▶ _REQUIRED ACTION_
Some lines in the listing below may include the string "Kennedy". How many are there? Give only the number.
[Opening INPUT section]
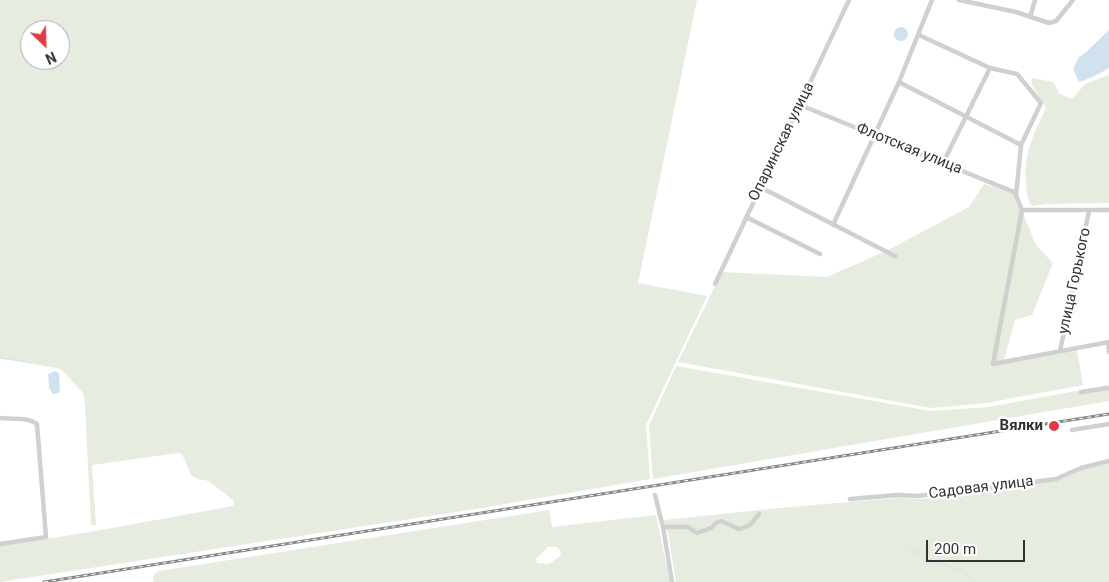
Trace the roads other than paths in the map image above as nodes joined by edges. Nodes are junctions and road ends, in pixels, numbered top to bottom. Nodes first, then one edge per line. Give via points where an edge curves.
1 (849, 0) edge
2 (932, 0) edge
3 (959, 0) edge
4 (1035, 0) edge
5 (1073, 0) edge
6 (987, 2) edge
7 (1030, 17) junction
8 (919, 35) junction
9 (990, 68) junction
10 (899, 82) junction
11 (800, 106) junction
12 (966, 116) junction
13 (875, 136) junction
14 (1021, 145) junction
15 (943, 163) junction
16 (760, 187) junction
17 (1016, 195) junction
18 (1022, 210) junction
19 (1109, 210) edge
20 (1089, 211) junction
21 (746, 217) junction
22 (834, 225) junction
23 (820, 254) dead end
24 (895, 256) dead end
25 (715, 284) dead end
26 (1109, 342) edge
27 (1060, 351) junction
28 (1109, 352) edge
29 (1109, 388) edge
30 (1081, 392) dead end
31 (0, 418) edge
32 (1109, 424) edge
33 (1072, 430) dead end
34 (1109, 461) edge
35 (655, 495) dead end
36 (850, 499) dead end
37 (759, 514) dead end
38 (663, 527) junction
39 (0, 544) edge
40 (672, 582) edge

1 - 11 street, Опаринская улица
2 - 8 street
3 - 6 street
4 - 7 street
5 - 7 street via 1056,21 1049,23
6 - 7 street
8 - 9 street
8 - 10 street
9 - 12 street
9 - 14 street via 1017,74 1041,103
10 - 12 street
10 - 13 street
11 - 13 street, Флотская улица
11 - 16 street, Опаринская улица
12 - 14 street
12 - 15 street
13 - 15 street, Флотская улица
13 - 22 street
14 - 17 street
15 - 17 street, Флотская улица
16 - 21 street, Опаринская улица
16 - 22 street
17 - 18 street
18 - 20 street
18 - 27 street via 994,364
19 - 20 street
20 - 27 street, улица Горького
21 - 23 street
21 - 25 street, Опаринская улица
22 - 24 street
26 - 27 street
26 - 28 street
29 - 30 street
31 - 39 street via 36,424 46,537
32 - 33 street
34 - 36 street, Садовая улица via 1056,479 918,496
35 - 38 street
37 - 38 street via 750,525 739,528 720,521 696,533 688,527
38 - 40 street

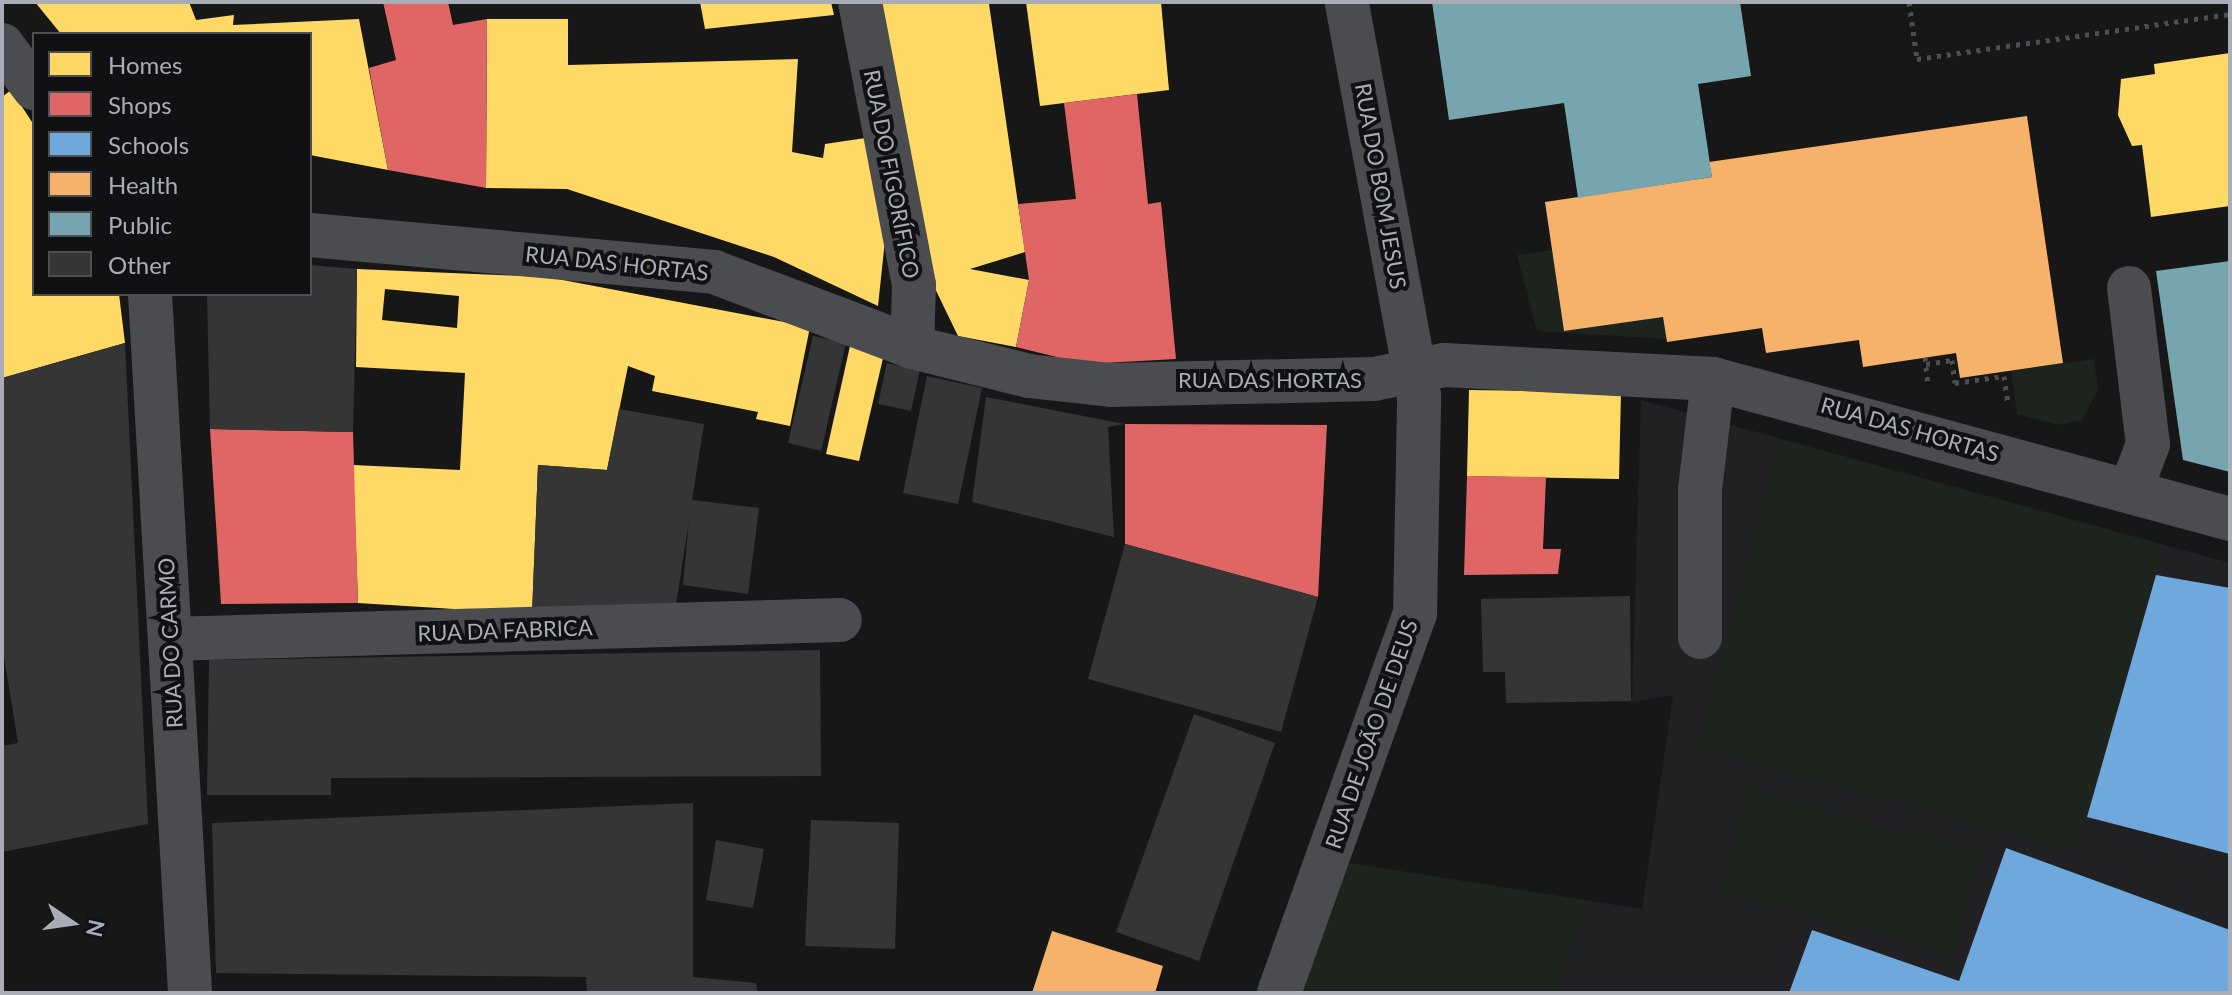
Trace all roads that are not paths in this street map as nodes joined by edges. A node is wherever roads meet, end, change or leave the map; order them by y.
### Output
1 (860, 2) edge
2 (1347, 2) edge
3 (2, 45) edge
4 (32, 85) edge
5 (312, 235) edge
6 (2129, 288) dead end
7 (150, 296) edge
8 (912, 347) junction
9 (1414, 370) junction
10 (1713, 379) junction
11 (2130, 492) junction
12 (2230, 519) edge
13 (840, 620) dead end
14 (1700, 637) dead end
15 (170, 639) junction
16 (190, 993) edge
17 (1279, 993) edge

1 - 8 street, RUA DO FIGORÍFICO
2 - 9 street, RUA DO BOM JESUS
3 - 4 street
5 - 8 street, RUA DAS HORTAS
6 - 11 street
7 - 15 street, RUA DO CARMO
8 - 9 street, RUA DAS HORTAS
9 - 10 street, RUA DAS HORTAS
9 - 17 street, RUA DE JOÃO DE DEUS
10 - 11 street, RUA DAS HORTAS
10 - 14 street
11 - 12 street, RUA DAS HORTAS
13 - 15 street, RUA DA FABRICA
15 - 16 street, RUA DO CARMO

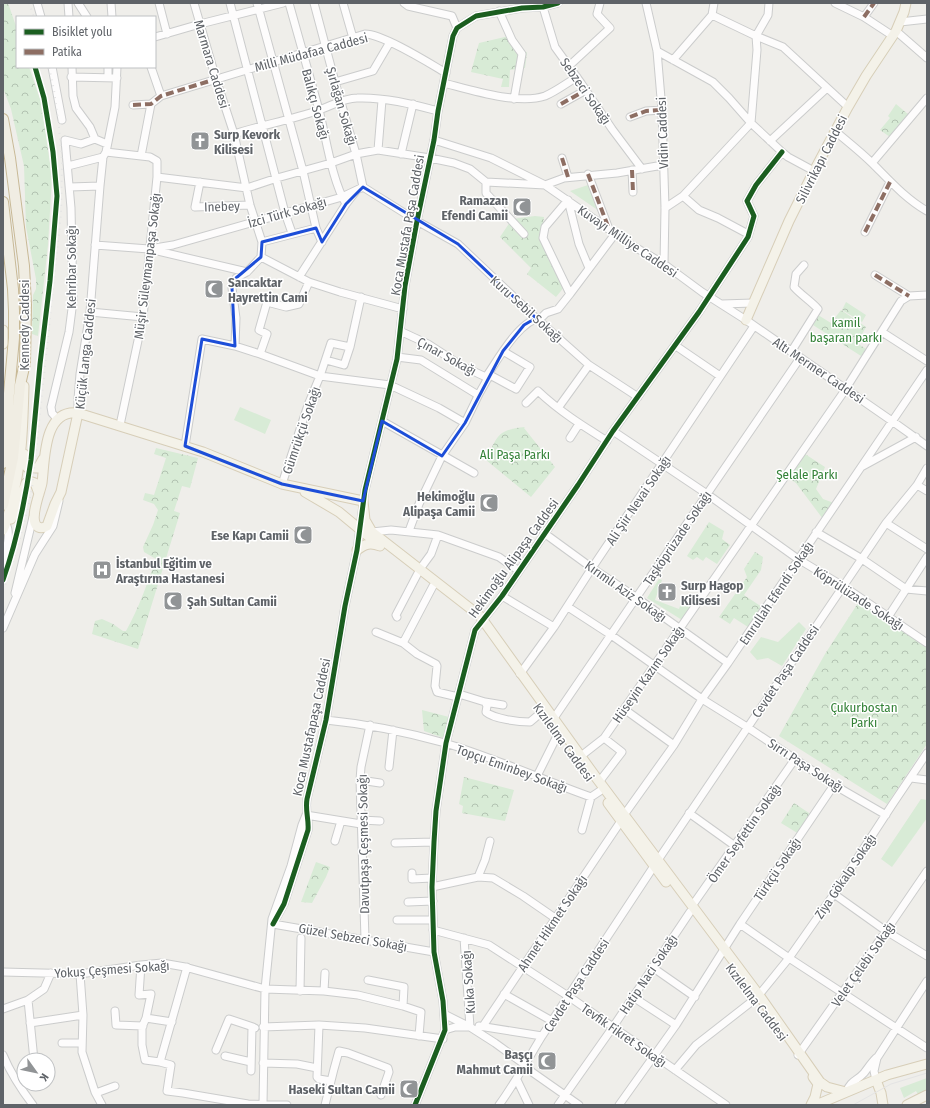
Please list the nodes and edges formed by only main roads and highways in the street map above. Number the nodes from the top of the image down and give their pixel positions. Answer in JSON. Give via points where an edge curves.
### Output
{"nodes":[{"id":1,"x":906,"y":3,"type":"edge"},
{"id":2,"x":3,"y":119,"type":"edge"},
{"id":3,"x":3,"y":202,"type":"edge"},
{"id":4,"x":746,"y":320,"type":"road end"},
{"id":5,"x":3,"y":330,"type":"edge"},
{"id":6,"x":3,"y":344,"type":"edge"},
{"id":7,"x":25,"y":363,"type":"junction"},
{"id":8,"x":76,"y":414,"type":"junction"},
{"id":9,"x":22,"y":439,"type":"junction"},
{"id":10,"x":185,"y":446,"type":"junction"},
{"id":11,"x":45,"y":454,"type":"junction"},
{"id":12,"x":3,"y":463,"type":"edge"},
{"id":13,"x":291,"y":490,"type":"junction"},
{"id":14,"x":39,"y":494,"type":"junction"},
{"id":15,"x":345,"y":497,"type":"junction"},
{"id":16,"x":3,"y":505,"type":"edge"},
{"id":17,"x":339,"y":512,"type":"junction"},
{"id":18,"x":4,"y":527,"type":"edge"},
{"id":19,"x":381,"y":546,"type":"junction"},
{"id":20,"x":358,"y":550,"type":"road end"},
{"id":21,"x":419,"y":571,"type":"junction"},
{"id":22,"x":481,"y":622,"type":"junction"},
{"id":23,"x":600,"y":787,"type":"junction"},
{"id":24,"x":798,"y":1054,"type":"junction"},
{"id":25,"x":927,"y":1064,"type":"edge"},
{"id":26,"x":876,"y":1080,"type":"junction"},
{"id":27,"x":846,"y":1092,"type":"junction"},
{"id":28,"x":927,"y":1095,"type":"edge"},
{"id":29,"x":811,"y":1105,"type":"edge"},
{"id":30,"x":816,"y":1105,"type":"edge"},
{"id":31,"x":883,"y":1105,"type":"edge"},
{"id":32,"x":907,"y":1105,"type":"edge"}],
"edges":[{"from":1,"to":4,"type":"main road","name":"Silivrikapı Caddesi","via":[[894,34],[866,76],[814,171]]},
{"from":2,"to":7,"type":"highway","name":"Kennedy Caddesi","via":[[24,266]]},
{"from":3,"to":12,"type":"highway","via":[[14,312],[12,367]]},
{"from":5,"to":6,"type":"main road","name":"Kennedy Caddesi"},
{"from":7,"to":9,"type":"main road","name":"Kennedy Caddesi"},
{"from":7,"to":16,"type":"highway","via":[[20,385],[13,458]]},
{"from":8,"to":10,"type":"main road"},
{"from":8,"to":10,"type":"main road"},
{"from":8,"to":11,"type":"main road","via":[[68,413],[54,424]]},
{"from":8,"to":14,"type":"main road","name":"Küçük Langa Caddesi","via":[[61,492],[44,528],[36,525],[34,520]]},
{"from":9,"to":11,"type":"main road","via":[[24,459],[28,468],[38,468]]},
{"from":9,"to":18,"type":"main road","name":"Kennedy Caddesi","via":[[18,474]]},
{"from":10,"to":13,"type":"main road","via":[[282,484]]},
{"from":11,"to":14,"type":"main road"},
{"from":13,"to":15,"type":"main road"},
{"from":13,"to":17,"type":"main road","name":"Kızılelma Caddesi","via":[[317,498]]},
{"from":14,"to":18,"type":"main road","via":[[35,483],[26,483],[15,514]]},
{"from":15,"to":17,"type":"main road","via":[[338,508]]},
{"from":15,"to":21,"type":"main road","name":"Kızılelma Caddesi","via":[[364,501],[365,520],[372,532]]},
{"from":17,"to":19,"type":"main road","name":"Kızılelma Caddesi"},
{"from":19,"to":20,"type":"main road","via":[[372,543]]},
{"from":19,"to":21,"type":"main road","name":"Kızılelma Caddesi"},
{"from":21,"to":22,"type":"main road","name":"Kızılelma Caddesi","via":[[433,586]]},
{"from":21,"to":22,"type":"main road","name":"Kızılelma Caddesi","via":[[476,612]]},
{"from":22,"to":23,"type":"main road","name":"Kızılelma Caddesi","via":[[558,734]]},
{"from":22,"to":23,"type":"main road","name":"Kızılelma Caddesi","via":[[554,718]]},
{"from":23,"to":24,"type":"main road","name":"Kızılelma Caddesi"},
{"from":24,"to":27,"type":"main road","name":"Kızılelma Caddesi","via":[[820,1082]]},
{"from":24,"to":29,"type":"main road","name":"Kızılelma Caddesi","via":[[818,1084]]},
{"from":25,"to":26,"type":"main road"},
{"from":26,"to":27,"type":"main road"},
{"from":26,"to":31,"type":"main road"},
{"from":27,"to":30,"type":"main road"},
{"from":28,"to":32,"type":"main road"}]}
[Closing INPUT section]
▶ _WORKED SOLUTION_
4